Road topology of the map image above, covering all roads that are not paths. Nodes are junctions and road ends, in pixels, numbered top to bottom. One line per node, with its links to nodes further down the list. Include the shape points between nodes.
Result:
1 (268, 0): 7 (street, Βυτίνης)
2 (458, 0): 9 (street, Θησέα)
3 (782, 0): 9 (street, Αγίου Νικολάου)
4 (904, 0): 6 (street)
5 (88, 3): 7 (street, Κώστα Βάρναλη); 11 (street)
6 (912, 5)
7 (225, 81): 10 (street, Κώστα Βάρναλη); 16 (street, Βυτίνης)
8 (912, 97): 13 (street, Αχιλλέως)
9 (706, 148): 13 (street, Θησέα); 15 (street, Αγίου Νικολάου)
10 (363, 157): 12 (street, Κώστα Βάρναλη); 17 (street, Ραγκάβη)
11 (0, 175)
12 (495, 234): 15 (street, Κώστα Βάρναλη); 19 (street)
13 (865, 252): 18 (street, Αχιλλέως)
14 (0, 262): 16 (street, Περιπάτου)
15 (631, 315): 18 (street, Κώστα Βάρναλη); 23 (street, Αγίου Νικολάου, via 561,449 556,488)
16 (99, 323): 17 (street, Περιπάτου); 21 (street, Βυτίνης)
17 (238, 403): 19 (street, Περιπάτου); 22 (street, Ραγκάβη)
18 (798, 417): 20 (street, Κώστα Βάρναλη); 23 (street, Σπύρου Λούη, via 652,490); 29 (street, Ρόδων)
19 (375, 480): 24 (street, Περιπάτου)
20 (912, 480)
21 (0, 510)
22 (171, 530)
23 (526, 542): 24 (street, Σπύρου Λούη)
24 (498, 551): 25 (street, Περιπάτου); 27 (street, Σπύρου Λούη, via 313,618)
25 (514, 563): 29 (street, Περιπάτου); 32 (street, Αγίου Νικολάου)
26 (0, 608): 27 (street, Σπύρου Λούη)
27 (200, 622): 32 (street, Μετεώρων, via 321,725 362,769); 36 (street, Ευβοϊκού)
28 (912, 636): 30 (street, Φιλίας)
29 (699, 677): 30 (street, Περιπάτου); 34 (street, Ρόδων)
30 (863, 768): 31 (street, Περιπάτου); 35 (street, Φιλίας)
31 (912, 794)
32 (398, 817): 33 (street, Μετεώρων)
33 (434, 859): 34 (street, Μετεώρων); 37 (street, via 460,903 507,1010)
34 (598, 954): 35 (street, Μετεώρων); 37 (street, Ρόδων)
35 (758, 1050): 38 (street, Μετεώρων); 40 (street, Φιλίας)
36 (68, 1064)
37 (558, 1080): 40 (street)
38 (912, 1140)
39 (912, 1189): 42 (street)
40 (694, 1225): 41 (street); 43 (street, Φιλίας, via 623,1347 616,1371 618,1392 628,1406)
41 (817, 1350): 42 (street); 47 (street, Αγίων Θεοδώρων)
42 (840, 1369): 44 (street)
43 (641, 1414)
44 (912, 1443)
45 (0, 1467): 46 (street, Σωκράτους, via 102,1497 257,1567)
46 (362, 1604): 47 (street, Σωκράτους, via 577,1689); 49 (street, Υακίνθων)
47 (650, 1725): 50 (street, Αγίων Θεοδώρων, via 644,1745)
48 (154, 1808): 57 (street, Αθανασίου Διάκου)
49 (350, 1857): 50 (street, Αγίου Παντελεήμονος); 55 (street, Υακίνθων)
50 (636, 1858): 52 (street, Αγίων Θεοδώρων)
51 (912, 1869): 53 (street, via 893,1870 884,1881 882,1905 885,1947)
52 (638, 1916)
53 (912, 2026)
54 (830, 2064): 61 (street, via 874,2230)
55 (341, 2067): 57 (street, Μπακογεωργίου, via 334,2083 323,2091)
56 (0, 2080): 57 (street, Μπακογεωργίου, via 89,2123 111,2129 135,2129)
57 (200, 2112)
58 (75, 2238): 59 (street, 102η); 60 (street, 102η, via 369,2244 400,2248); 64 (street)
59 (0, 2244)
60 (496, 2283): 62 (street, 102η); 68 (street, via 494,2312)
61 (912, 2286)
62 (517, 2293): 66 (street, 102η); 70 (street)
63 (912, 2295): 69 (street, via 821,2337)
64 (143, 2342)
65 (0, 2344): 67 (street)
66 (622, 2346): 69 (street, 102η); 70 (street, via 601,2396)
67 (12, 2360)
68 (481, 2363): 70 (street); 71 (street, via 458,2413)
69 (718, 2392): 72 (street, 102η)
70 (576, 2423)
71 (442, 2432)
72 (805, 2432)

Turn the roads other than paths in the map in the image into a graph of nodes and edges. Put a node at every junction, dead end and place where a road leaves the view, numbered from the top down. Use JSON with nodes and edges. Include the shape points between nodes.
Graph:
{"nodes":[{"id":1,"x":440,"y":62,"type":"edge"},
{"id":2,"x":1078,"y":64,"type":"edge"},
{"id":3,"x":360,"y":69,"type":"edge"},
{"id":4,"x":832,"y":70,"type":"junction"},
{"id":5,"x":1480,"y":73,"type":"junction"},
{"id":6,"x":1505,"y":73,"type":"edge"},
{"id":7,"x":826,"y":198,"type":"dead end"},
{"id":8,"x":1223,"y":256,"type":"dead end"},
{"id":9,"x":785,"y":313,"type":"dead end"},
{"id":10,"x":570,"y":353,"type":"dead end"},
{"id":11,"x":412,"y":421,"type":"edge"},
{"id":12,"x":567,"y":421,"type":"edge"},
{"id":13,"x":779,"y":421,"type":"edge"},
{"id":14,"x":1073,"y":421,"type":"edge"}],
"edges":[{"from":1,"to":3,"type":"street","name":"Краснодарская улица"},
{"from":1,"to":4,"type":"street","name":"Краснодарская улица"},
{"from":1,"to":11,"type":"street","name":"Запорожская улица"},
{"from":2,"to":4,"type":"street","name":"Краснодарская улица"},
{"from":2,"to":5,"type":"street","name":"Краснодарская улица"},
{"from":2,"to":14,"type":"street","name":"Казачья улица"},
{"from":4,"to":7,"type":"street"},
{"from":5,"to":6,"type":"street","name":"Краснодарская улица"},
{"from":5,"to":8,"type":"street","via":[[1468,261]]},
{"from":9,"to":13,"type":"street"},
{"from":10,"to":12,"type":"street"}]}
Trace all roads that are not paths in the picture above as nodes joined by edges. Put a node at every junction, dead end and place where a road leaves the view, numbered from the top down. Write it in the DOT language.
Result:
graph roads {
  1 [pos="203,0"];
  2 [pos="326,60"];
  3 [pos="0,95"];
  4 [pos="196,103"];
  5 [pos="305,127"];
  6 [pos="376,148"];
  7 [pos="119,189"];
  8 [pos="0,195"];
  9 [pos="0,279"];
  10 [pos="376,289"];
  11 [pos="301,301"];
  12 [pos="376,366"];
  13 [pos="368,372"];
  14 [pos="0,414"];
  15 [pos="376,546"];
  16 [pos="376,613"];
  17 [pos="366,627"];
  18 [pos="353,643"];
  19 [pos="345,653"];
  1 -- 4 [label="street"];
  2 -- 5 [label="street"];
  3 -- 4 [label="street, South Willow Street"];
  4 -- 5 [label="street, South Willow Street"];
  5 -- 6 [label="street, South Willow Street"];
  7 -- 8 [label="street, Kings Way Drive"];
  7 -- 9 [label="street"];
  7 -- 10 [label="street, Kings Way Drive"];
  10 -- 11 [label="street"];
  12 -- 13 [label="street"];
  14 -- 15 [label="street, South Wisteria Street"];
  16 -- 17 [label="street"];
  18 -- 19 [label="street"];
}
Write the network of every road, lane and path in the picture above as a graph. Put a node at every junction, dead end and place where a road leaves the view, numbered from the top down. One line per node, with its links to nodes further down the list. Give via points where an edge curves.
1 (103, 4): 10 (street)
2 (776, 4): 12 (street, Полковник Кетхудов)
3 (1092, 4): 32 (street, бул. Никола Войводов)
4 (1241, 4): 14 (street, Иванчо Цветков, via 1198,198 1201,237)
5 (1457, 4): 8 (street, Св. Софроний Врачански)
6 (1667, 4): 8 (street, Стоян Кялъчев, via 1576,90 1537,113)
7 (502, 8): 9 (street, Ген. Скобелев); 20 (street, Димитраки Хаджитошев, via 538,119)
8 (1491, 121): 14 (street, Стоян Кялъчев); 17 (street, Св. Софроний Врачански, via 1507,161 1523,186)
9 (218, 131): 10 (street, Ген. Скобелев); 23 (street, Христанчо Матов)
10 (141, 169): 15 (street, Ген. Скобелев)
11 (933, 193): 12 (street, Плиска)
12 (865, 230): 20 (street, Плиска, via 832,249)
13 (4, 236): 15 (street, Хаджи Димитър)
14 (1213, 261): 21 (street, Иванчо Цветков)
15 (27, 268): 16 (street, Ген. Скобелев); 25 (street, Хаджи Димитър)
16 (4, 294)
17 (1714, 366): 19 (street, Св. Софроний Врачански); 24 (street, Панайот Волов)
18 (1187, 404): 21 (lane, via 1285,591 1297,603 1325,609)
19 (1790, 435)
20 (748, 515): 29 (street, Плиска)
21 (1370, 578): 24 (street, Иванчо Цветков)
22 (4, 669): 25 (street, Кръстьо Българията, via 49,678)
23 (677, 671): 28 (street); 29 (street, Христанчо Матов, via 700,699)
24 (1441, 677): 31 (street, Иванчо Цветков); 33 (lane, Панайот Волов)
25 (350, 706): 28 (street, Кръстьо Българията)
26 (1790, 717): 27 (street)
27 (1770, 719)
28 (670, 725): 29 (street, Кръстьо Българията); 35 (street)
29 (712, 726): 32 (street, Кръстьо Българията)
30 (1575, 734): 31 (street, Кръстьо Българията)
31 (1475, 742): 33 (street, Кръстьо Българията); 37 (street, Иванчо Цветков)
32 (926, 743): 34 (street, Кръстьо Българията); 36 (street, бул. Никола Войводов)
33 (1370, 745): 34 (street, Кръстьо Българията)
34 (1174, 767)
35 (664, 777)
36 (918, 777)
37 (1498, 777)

TASK PROMPT -
Which of the lines above hold the string "Волов"? Copy each one.

RESPONSE BELOW -
17 (1714, 366): 19 (street, Св. Софроний Врачански); 24 (street, Панайот Волов)
24 (1441, 677): 31 (street, Иванчо Цветков); 33 (lane, Панайот Волов)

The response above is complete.